Another Ankylosaur Week drawing (youtu.be/vYGxpJ6svdI ). A medium-sized member of the Nodosauridae family of ankylosaurs, Silvisaurus is known from a partial skeleton preserving the front part of the animal, but it is in rather poor condition since it was exposed at the bottom of a dry riverbed where it was trampled on by herds of cattle. This specimen was found in Kansas in the Dakota Formation, a very widespread formation that stretches from Alberta and British Columbia in Canada all the way down south to Utah and Kansas, and dates to the middle Cretaceous period. During the Cretaceous, the North American continent was split right across the middle by an inland sea known as the Western Interior Seaway stretching north to south that split North America into two smaller continents, Laramidia in the west and Appalachia in the East.
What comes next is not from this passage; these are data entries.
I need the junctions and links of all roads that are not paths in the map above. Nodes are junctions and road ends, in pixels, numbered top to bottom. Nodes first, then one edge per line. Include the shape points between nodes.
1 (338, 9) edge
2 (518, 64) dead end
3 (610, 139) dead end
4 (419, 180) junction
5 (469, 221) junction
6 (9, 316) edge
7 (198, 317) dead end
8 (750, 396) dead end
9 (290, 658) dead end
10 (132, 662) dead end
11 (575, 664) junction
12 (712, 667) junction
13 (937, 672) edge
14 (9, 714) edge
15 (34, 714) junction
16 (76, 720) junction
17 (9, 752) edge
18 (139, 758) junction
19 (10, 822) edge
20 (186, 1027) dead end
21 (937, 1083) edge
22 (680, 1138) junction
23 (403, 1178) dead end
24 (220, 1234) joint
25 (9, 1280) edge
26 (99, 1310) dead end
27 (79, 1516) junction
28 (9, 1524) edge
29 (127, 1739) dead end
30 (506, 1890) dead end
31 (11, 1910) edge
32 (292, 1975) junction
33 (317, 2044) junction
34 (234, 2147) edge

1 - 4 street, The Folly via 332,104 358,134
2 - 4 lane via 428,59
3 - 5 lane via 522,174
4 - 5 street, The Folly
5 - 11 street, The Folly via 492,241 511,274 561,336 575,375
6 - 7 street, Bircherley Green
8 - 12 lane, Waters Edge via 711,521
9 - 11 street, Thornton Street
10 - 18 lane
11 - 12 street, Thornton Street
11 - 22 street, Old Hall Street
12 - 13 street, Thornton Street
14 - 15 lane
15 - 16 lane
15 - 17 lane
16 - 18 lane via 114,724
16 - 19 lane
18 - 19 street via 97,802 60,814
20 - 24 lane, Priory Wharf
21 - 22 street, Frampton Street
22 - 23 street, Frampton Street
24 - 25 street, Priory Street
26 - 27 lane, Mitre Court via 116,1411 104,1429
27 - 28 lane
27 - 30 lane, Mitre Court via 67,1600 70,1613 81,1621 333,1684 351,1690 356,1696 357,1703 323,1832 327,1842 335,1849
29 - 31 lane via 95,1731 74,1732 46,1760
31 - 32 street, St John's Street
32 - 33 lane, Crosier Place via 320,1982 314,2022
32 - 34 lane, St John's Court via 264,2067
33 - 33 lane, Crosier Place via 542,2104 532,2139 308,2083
The Dakota Formation would have been part of the Seaway, so the specimen of Silvisaurus was found in marine strata and most likely fell into a river where the body got swept into the ocean, most likely from Appalachia since Kansas was around the Appalachian shore. While Laramidia has yielded abundant fossil remains from the Mesozoic, with many late Cretaceous formations across the west of North America giving a good idea of what ecosystems were like there, Appalachia has had a rather poor Mesozoic fossil record, yielding much fewer dinosaurs and the few it has are mostly fragmentary remains like isolated teeth, with Silvisaurus being a rather complete specimen by Appalachian standards despite missing the entire back half of the body. From what remains of it, we can tell Silvisaurus was a nodosaurid that probably grew 4 meters long and like other ankylosaurs it had many bony osteoderms across its back for defence from predators, which on Appalachia would probably mainly be Dryptosaurids, a family of tyrannosauroids exclusive to Appalachia that evolved separately from the Tyrannosaurids in Laramidia. Studies on the tongue bones of Pinacosaurus, an Asiam ankylosaur, suggests that ankylosaurs had strong, prehensile tongues that could be used for grabbing food, which I've decided to portray here on Silvisaurus.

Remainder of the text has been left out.